References for a statistics question relating to clustering

30 Views Asked by At

I am interested in references for the following research topic. It was mentioned to me that this may be a classically studied question, but I'm unsure what line of work of references to begin looking into, and would much appreciate some suggestions!

Suppose you have two “nice” regions $A$ and $B$ in $R^d$ separated by some distance delta, how many random samples do you need to see from the uniform distribution over $A \cup B$ so that if you connect all pairs at distance $< \delta$, you will get good approximations to $A$ and $B$. Here, the notion of "good approximation" to $A$ and $B$ is that the connected components $A'$ and $B'$ should separate points from $A$ and $B$ to good accuracy. It seems related to this work on Consistent procedures for cluster tree estimation and pruning (Chaudhuri, Dasgupta, Kptofe, and Luxberg) https://arxiv.org/pdf/1406.1546.pdf, but is not quite the same due to their more "robust" notion of connecting points together.

I am also curious about the following balls and bins generalization. Suppose that instead of considering the problem where we have a set of n bins and want to know the number of balls to fill each bin, we instead consider the case where we have n bins grouped into k buckets of size $n/k$ each.

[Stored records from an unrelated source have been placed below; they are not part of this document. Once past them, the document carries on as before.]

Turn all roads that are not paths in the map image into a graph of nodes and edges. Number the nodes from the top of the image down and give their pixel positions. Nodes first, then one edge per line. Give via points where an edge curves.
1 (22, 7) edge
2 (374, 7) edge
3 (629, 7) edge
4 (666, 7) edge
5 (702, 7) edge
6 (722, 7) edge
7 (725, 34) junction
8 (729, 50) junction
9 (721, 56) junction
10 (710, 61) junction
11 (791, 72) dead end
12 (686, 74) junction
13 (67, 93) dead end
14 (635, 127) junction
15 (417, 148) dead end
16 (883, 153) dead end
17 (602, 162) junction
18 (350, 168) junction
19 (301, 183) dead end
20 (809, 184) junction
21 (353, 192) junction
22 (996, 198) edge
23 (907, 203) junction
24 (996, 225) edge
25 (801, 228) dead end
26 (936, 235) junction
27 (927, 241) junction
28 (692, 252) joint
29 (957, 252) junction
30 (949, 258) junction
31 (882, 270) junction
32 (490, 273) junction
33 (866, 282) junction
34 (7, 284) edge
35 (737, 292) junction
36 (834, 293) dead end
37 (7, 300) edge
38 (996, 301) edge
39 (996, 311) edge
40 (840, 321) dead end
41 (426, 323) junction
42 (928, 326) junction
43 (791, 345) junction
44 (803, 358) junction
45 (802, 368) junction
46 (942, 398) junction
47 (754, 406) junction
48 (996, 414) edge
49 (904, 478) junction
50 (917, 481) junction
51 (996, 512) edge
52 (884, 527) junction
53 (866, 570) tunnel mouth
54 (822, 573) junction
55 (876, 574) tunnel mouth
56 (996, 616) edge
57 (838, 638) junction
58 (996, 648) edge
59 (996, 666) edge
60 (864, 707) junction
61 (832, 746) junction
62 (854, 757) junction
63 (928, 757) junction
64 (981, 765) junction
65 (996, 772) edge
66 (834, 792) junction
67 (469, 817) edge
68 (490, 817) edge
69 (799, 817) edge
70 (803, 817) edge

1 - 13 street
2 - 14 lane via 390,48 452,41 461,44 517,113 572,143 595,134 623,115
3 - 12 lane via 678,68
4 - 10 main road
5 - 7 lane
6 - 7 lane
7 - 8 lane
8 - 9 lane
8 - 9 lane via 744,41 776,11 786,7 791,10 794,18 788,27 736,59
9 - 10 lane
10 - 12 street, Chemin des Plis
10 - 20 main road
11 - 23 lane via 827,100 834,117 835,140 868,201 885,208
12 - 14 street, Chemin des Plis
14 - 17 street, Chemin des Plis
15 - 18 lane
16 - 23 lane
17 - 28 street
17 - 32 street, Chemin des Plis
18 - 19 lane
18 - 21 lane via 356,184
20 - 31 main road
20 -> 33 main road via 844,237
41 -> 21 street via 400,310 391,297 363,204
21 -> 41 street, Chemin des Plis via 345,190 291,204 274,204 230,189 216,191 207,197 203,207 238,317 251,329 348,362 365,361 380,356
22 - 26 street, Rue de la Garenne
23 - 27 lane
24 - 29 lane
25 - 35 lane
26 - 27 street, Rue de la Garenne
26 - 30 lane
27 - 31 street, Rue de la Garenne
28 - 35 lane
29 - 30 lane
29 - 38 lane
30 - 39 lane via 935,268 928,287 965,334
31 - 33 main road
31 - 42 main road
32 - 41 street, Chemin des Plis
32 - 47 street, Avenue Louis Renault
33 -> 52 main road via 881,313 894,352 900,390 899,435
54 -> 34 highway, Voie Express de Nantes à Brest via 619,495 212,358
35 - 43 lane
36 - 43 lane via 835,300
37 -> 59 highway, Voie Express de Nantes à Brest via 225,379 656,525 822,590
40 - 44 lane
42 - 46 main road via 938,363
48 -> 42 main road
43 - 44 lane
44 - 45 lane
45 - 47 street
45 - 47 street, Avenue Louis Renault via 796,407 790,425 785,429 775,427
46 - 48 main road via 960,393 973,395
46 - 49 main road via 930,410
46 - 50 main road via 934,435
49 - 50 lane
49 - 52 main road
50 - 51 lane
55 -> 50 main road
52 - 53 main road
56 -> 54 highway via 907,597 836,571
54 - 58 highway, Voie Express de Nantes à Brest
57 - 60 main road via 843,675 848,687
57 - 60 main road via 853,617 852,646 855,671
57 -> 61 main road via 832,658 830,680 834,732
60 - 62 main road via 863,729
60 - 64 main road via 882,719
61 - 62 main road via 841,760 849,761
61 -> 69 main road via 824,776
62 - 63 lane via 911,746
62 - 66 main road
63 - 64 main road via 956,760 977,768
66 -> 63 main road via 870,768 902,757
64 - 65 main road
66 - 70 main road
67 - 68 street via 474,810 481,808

I want to know how many balls must be thrown in order to ensure that all bins in some bucket are observed.

Formally, let $S_t$ denote the set of bins which contain a ball after throwing $t$ balls in our experiment. Let $[n] = \cup_{i \in [k]} B_i$ form a partition of the $[n]$ bins into $k$ equally sized buckets $|B_i| = n/k.$ The goal is to obtain a high probability bound on $T$ where $T$ is the number of balls required to ensure that $B_i \cap S_T = B_i$ for some $B_i$.